Which lines of the data contain the string "Faulconbridge"? Show each of them.

Stored data entries
=== Section Start ===

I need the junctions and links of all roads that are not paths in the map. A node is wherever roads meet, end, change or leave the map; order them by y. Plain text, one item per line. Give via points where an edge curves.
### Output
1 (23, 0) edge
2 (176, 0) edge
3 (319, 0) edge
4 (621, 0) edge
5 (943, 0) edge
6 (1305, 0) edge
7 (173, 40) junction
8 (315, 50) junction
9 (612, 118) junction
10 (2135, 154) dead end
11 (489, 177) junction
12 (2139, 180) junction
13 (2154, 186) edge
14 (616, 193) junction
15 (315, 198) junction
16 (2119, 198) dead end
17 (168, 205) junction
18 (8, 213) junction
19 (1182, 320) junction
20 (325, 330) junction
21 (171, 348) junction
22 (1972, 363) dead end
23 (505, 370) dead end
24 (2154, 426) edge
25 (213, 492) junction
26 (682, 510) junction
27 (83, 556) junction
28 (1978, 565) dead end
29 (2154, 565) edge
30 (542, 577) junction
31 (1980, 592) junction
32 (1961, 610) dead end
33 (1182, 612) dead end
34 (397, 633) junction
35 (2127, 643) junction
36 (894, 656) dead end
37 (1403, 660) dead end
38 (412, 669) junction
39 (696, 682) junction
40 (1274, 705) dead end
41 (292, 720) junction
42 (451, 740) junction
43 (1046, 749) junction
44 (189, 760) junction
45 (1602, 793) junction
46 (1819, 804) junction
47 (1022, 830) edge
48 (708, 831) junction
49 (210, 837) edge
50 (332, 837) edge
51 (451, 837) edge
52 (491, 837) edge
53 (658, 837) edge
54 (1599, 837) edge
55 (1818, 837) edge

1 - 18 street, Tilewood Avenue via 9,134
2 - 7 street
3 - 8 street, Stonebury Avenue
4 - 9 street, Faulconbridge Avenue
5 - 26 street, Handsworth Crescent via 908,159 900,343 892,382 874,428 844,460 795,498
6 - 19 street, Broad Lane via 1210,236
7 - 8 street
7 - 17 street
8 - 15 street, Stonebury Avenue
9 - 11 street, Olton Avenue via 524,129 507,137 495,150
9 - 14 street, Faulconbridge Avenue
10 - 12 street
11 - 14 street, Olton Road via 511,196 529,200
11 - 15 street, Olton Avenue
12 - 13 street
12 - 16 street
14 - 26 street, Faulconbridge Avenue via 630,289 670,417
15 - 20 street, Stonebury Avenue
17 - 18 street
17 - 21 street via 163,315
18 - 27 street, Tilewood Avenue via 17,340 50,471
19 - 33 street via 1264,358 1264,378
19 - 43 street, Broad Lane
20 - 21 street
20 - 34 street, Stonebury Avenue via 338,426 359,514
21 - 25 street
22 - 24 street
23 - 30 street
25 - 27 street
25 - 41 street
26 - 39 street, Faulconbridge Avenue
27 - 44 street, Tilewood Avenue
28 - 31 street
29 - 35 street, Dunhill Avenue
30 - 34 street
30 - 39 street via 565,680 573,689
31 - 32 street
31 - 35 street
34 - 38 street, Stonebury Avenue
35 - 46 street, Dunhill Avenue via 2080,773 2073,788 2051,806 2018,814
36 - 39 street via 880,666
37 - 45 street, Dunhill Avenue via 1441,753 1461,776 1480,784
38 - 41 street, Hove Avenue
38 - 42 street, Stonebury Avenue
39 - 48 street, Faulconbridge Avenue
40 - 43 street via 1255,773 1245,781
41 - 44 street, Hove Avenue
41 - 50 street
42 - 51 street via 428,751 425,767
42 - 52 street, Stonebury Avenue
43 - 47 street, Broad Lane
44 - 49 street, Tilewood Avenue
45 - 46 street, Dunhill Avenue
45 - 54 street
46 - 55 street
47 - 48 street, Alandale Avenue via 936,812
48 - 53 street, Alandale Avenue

=== Section End ===
=== Section Start ===

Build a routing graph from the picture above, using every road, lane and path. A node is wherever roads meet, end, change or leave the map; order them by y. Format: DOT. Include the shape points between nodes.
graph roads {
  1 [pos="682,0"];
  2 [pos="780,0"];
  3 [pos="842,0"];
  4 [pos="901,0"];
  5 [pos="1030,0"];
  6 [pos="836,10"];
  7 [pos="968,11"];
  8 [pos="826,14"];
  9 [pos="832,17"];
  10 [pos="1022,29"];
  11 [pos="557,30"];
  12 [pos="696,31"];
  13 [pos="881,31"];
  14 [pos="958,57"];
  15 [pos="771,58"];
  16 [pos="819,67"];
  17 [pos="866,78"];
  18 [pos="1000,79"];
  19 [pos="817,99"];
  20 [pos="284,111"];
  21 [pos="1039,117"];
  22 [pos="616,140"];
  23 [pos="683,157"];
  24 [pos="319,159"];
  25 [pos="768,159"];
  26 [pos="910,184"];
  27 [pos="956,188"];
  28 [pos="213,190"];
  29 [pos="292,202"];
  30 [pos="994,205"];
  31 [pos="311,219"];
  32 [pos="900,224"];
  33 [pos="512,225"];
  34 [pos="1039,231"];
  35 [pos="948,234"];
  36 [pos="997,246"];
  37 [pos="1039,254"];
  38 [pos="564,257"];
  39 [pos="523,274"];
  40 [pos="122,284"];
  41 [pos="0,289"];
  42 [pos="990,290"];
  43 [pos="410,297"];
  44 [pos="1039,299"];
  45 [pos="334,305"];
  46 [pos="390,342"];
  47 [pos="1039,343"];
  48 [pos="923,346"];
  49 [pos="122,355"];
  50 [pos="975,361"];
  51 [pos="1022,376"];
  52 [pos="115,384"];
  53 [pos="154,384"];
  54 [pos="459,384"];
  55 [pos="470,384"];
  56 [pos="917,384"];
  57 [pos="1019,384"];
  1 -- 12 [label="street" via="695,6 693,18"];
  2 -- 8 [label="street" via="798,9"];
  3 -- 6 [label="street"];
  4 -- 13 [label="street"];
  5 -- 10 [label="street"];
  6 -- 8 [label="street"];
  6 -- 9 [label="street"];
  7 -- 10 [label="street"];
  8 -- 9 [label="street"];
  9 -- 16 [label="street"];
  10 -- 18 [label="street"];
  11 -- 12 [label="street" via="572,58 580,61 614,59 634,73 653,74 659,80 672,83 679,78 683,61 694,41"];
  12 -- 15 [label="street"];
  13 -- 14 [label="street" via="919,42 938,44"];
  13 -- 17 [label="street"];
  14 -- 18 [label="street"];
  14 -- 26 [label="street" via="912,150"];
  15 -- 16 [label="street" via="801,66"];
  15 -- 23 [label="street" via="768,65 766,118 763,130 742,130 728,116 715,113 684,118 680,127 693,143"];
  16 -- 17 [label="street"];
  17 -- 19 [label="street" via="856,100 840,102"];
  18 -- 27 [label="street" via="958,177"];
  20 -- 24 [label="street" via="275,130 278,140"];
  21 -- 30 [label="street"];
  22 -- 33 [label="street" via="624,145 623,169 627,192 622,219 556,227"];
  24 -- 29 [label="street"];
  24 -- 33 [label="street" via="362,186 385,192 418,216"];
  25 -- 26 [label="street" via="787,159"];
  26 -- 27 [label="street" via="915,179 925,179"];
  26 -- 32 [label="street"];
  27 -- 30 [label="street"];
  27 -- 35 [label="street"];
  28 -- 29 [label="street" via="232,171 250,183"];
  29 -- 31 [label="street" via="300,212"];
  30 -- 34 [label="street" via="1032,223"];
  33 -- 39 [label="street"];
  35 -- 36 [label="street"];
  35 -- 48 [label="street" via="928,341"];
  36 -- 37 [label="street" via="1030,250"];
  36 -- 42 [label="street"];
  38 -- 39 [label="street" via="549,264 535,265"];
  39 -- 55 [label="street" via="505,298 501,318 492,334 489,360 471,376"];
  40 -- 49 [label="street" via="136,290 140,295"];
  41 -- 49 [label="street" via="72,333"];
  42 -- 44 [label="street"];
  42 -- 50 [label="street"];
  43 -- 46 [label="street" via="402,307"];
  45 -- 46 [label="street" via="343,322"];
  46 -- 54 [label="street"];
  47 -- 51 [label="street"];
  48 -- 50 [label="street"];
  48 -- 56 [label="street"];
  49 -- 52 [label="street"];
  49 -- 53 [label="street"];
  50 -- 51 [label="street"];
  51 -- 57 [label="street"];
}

=== Section End ===

_Output of the exercise_:
4 - 9 street, Faulconbridge Avenue
9 - 14 street, Faulconbridge Avenue
14 - 26 street, Faulconbridge Avenue via 630,289 670,417
26 - 39 street, Faulconbridge Avenue
39 - 48 street, Faulconbridge Avenue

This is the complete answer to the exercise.